Sangamner taluka has a population of 487,939 according to the 2011 census. Sangamner had a literacy rate of 79.96% and a sex ratio of 943 females per 1000 males. 87,664 (17.97%) lived in urban areas. Scheduled Castes and Scheduled Tribes make up 8.36% and 10.59% of the population respectively.
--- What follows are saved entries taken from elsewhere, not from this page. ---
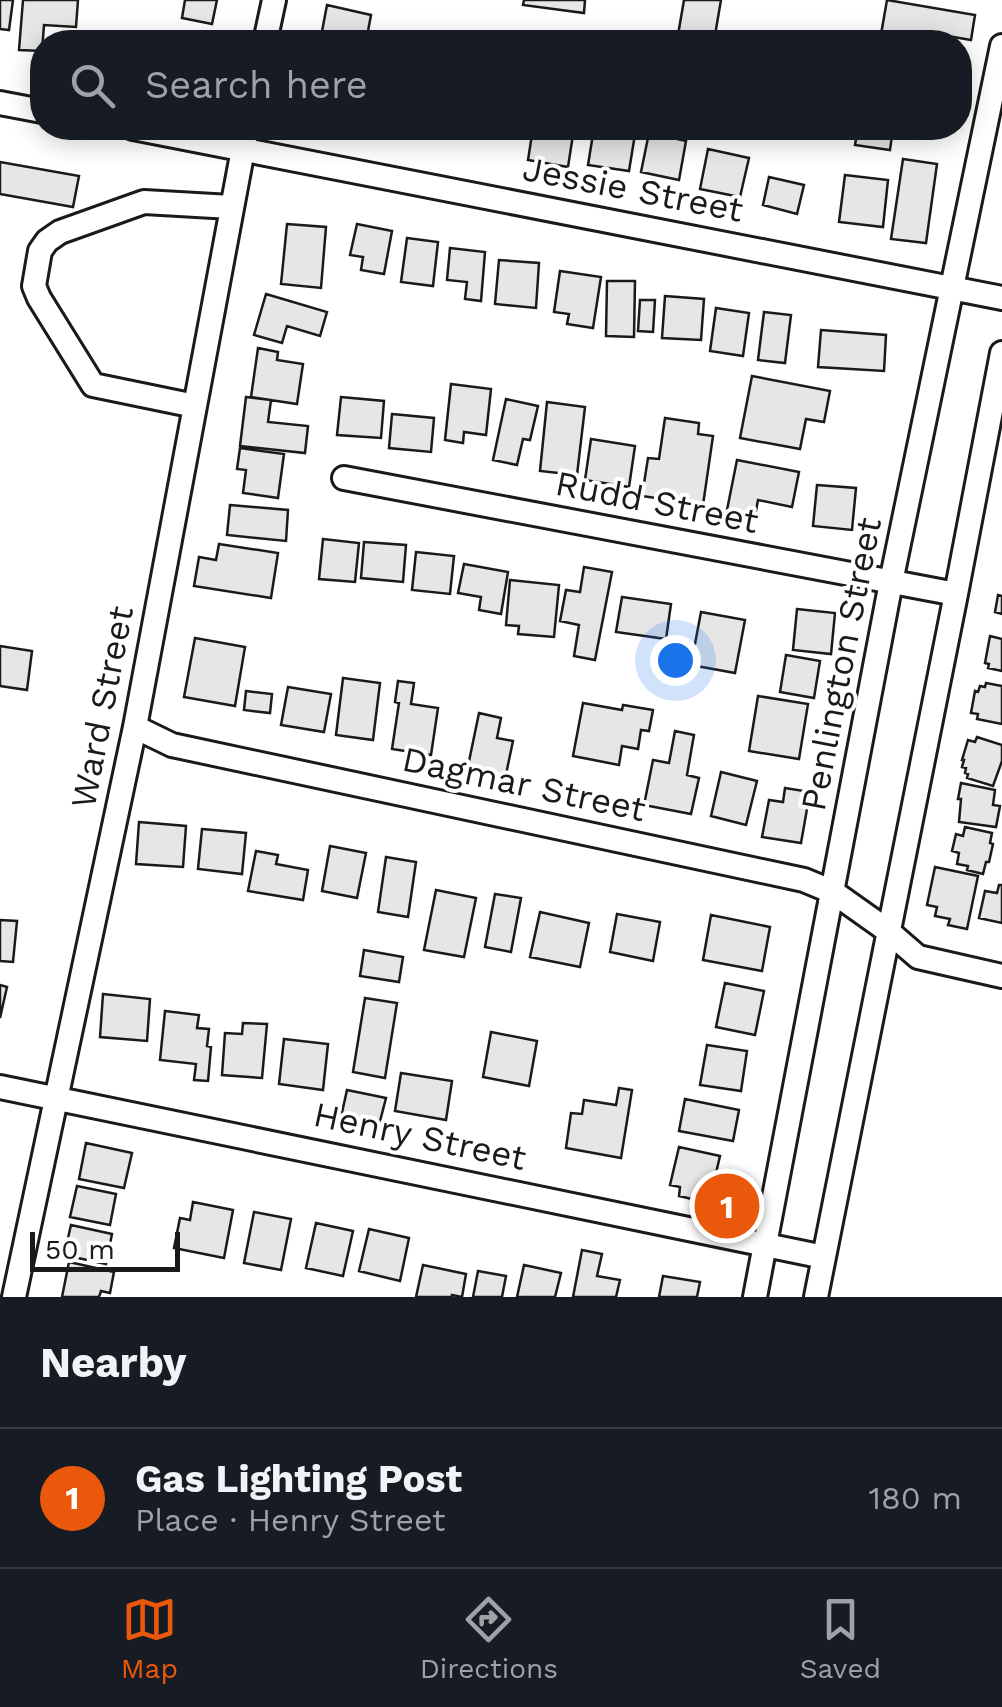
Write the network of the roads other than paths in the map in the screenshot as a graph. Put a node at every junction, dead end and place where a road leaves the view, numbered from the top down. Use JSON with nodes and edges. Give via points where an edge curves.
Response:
{"nodes":[{"id":1,"x":274,"y":0,"type":"edge"},
{"id":2,"x":267,"y":30,"type":"edge"},
{"id":3,"x":1002,"y":46,"type":"edge"},
{"id":4,"x":0,"y":103,"type":"edge"},
{"id":5,"x":30,"y":109,"type":"edge"},
{"id":6,"x":245,"y":140,"type":"edge"},
{"id":7,"x":254,"y":140,"type":"edge"},
{"id":8,"x":232,"y":207,"type":"junction"},
{"id":9,"x":952,"y":287,"type":"junction"},
{"id":10,"x":1002,"y":298,"type":"edge"},
{"id":11,"x":1002,"y":353,"type":"edge"},
{"id":12,"x":194,"y":406,"type":"junction"},
{"id":13,"x":997,"y":410,"type":"edge"},
{"id":14,"x":344,"y":478,"type":"dead end"},
{"id":15,"x":891,"y":582,"type":"junction"},
{"id":16,"x":956,"y":594,"type":"junction"},
{"id":17,"x":135,"y":726,"type":"junction"},
{"id":18,"x":833,"y":892,"type":"junction"},
{"id":19,"x":888,"y":931,"type":"junction"},
{"id":20,"x":1002,"y":976,"type":"edge"},
{"id":21,"x":0,"y":1087,"type":"edge"},
{"id":22,"x":58,"y":1098,"type":"junction"},
{"id":23,"x":766,"y":1243,"type":"junction"},
{"id":24,"x":824,"y":1256,"type":"junction"},
{"id":25,"x":14,"y":1297,"type":"edge"},
{"id":26,"x":755,"y":1297,"type":"edge"},
{"id":27,"x":816,"y":1297,"type":"edge"}],
"edges":[{"from":1,"to":2,"type":"street"},
{"from":3,"to":9,"type":"street","name":"Penlington Street"},
{"from":4,"to":5,"type":"street"},
{"from":6,"to":8,"type":"street","name":"Ward Street"},
{"from":7,"to":9,"type":"street","name":"Jessie Street"},
{"from":8,"to":12,"type":"street","name":"Ward Street"},
{"from":8,"to":12,"type":"street","via":[[144,202],[60,232],[46,240],[37,263],[39,298],[93,385]]},
{"from":9,"to":10,"type":"street","name":"Jessie Street"},
{"from":9,"to":15,"type":"street","name":"Penlington Street"},
{"from":11,"to":13,"type":"street"},
{"from":12,"to":17,"type":"street","name":"Ward Street"},
{"from":13,"to":16,"type":"street"},
{"from":14,"to":15,"type":"street","name":"Rudd Street"},
{"from":15,"to":16,"type":"street","name":"Rudd Street"},
{"from":15,"to":18,"type":"street","name":"Penlington Street"},
{"from":16,"to":19,"type":"street"},
{"from":17,"to":18,"type":"street","name":"Dagmar Street","via":[[172,745],[804,880]]},
{"from":17,"to":22,"type":"street","name":"Ward Street"},
{"from":18,"to":19,"type":"street","name":"Dagmar Street"},
{"from":18,"to":23,"type":"street","name":"Penlington Street"},
{"from":19,"to":20,"type":"street","name":"Dagmar Street","via":[[918,956]]},
{"from":19,"to":24,"type":"street"},
{"from":21,"to":22,"type":"street","name":"Henry Street"},
{"from":22,"to":23,"type":"street","name":"Henry Street"},
{"from":22,"to":25,"type":"street","name":"Ward Street"},
{"from":23,"to":24,"type":"street","name":"Henry Street"},
{"from":23,"to":26,"type":"street","name":"Penlington Street"},
{"from":24,"to":27,"type":"street"}]}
At the time of the 2011 Census of India, 90.08% of the population in the district spoke Marathi, 4.00% Urdu and 3.26% Hindi as their first language.

==Rain Fall==
The Table below details of rainfall from year 1981 to 2004.

| Year | Rainfall (mm) |
|---|---|
| 1981 | 459 |
| 1982 | 315 |
| 1983 | 363 |
| 1984 | 204 |
| 1985 | 204 |
| 1986 | 260 |
| 1987 | 306 |
| 1988 | 461 |
| 1989 | 558 |
| 1990 | 445 |
| 1991 | 450 |
| 1992 | 342 |
| 1993 | 435 |
| 1994 | 416.6 |
| 1995 | 290 |
| 1996 | 566 |
| 1997 | 402 |
| 1998 | 489 |
| 1999 | 348 |
| 2000 | 528 |
| 2001 | 337 |
| 2002 | 459 |
| 2003 | 380 |
| 2004 | 570 |
| 2005 | 200 |
| 2006 | 169 |
| 2007 | 225 |

==Notable people==
- Indurikar Maharaj - comedian kirtankar, and social educator
- Ajinkya Rahane, Indian cricketer born at Ashwi Khurd village, Sangmner on 6 June 1988.